## Try it
Show every line of the records below that contains the word "dead".

··· Material to process

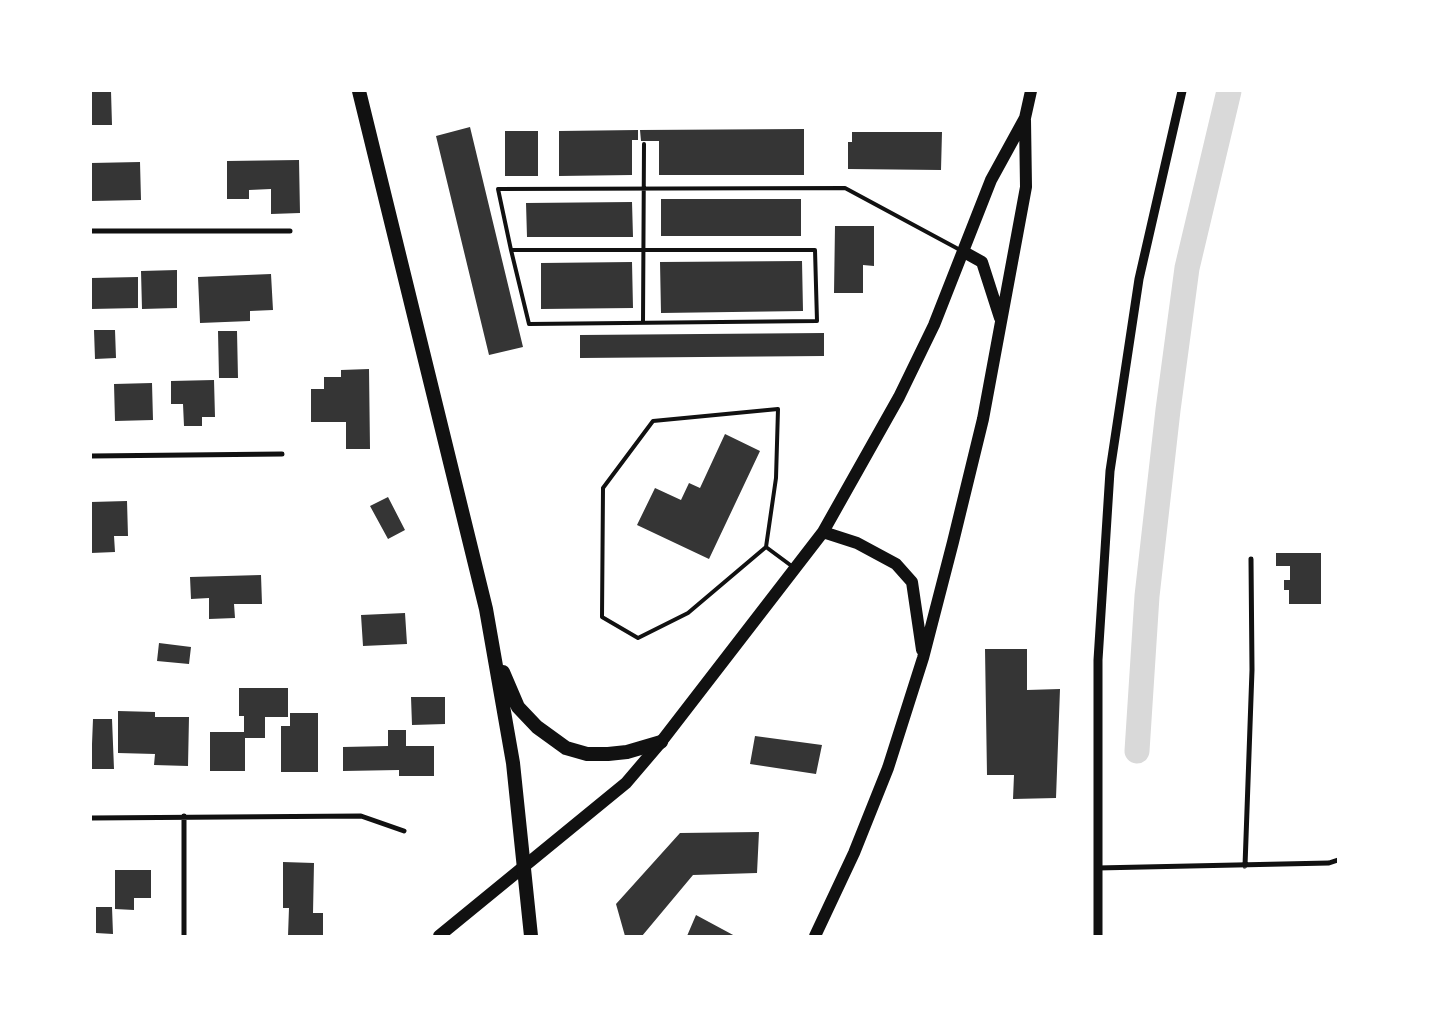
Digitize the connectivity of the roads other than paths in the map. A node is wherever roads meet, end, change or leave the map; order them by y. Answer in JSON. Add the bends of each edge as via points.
{"nodes":[{"id":1,"x":360,"y":91,"type":"edge"},
{"id":2,"x":1031,"y":91,"type":"edge"},
{"id":3,"x":1182,"y":91,"type":"edge"},
{"id":4,"x":1025,"y":118,"type":"junction"},
{"id":5,"x":644,"y":144,"type":"dead end"},
{"id":6,"x":644,"y":189,"type":"junction"},
{"id":7,"x":91,"y":231,"type":"edge"},
{"id":8,"x":290,"y":231,"type":"dead end"},
{"id":9,"x":511,"y":250,"type":"junction"},
{"id":10,"x":644,"y":250,"type":"junction"},
{"id":11,"x":964,"y":252,"type":"junction"},
{"id":12,"x":1001,"y":320,"type":"junction"},
{"id":13,"x":643,"y":323,"type":"junction"},
{"id":14,"x":282,"y":454,"type":"dead end"},
{"id":15,"x":91,"y":456,"type":"edge"},
{"id":16,"x":823,"y":532,"type":"junction"},
{"id":17,"x":766,"y":547,"type":"junction"},
{"id":18,"x":1251,"y":558,"type":"dead end"},
{"id":19,"x":795,"y":568,"type":"junction"},
{"id":20,"x":492,"y":644,"type":"junction"},
{"id":21,"x":923,"y":658,"type":"junction"},
{"id":22,"x":661,"y":742,"type":"junction"},
{"id":23,"x":184,"y":816,"type":"junction"},
{"id":24,"x":91,"y":818,"type":"edge"},
{"id":25,"x":404,"y":831,"type":"dead end"},
{"id":26,"x":1338,"y":860,"type":"edge"},
{"id":27,"x":525,"y":865,"type":"junction"},
{"id":28,"x":1245,"y":866,"type":"junction"},
{"id":29,"x":1097,"y":868,"type":"junction"},
{"id":30,"x":184,"y":936,"type":"edge"},
{"id":31,"x":439,"y":936,"type":"edge"},
{"id":32,"x":531,"y":936,"type":"edge"},
{"id":33,"x":815,"y":936,"type":"edge"},
{"id":34,"x":1098,"y":936,"type":"edge"}],
"edges":[{"from":1,"to":20,"type":"highway"},
{"from":2,"to":4,"type":"main road"},
{"from":3,"to":29,"type":"street","via":[[1139,280],[1110,472],[1098,660]]},
{"from":4,"to":11,"type":"main road","via":[[991,180]]},
{"from":4,"to":12,"type":"main road","via":[[1026,187]]},
{"from":5,"to":6,"type":"lane"},
{"from":6,"to":9,"type":"lane","via":[[498,189]]},
{"from":6,"to":10,"type":"lane"},
{"from":6,"to":11,"type":"lane","via":[[845,188]]},
{"from":7,"to":8,"type":"street"},
{"from":9,"to":10,"type":"lane"},
{"from":9,"to":13,"type":"lane","via":[[528,324]]},
{"from":10,"to":13,"type":"lane"},
{"from":10,"to":13,"type":"lane","via":[[816,250],[817,321]]},
{"from":11,"to":12,"type":"main road","via":[[982,262]]},
{"from":11,"to":16,"type":"main road","via":[[899,397]]},
{"from":12,"to":21,"type":"main road","via":[[983,419]]},
{"from":14,"to":15,"type":"street"},
{"from":16,"to":19,"type":"main road"},
{"from":16,"to":21,"type":"main road","via":[[857,543],[896,564],[912,582]]},
{"from":17,"to":17,"type":"lane","via":[[688,613],[638,638],[602,617],[603,488],[653,421],[778,409],[776,478]]},
{"from":17,"to":19,"type":"lane"},
{"from":18,"to":28,"type":"street","via":[[1252,670]]},
{"from":19,"to":22,"type":"main road"},
{"from":20,"to":22,"type":"highway","via":[[518,707],[536,727],[566,748],[587,754],[608,754]]},
{"from":20,"to":27,"type":"highway","via":[[513,763]]},
{"from":21,"to":33,"type":"main road","via":[[888,768]]},
{"from":22,"to":27,"type":"main road","via":[[626,783]]},
{"from":23,"to":24,"type":"street"},
{"from":23,"to":25,"type":"street","via":[[361,816]]},
{"from":23,"to":30,"type":"street"},
{"from":26,"to":28,"type":"street"},
{"from":27,"to":31,"type":"main road"},
{"from":27,"to":32,"type":"highway"},
{"from":28,"to":29,"type":"street"},
{"from":29,"to":34,"type":"street"}]}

······

## Reply
{"id":5,"x":644,"y":144,"type":"dead end"},
{"id":8,"x":290,"y":231,"type":"dead end"},
{"id":14,"x":282,"y":454,"type":"dead end"},
{"id":18,"x":1251,"y":558,"type":"dead end"},
{"id":25,"x":404,"y":831,"type":"dead end"},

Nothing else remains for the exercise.